* Data records:
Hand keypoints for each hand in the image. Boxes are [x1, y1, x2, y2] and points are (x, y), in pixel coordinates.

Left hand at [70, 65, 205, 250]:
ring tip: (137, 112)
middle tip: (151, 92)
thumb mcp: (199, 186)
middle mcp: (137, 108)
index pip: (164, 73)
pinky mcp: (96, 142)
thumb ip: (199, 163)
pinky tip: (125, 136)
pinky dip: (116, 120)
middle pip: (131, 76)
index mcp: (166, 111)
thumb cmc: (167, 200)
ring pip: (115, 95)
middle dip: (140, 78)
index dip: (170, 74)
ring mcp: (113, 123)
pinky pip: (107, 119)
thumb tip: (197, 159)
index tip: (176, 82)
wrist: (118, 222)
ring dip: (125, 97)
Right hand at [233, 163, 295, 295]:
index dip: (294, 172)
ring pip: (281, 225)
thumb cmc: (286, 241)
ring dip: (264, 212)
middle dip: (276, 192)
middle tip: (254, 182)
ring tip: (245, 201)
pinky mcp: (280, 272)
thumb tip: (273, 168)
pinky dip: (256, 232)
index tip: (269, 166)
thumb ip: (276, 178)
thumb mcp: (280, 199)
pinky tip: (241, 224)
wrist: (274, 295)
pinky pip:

* Exercise:
Output the data in full, precisely as it appears above.

* Response below:
Hand keypoints for each hand in the image. Boxes are [x1, y1, x2, y2] and points are (x, y), in pixel coordinates.

Left hand at [70, 65, 205, 250]:
ring tip: (137, 112)
middle tip: (151, 92)
thumb mcp: (199, 186)
middle mcp: (137, 108)
index pip: (164, 73)
pinky mcp: (96, 142)
thumb ip: (199, 163)
pinky tip: (125, 136)
pinky dip: (116, 120)
middle pip: (131, 76)
index mcp: (166, 111)
thumb cmc: (167, 200)
ring pip: (115, 95)
middle dip: (140, 78)
index dip: (170, 74)
ring mcp: (113, 123)
pinky pip: (107, 119)
thumb tip: (197, 159)
index tip: (176, 82)
wrist: (118, 222)
ring dip: (125, 97)
Right hand at [233, 163, 295, 295]:
index dip: (294, 172)
ring pip: (281, 225)
thumb cmc: (286, 241)
ring dip: (264, 212)
middle dip: (276, 192)
middle tip: (254, 182)
ring tip: (245, 201)
pinky mcp: (280, 272)
thumb tip: (273, 168)
pinky dip: (256, 232)
index tip: (269, 166)
thumb ip: (276, 178)
thumb mcp: (280, 199)
pinky tip: (241, 224)
wrist: (274, 295)
pinky pip:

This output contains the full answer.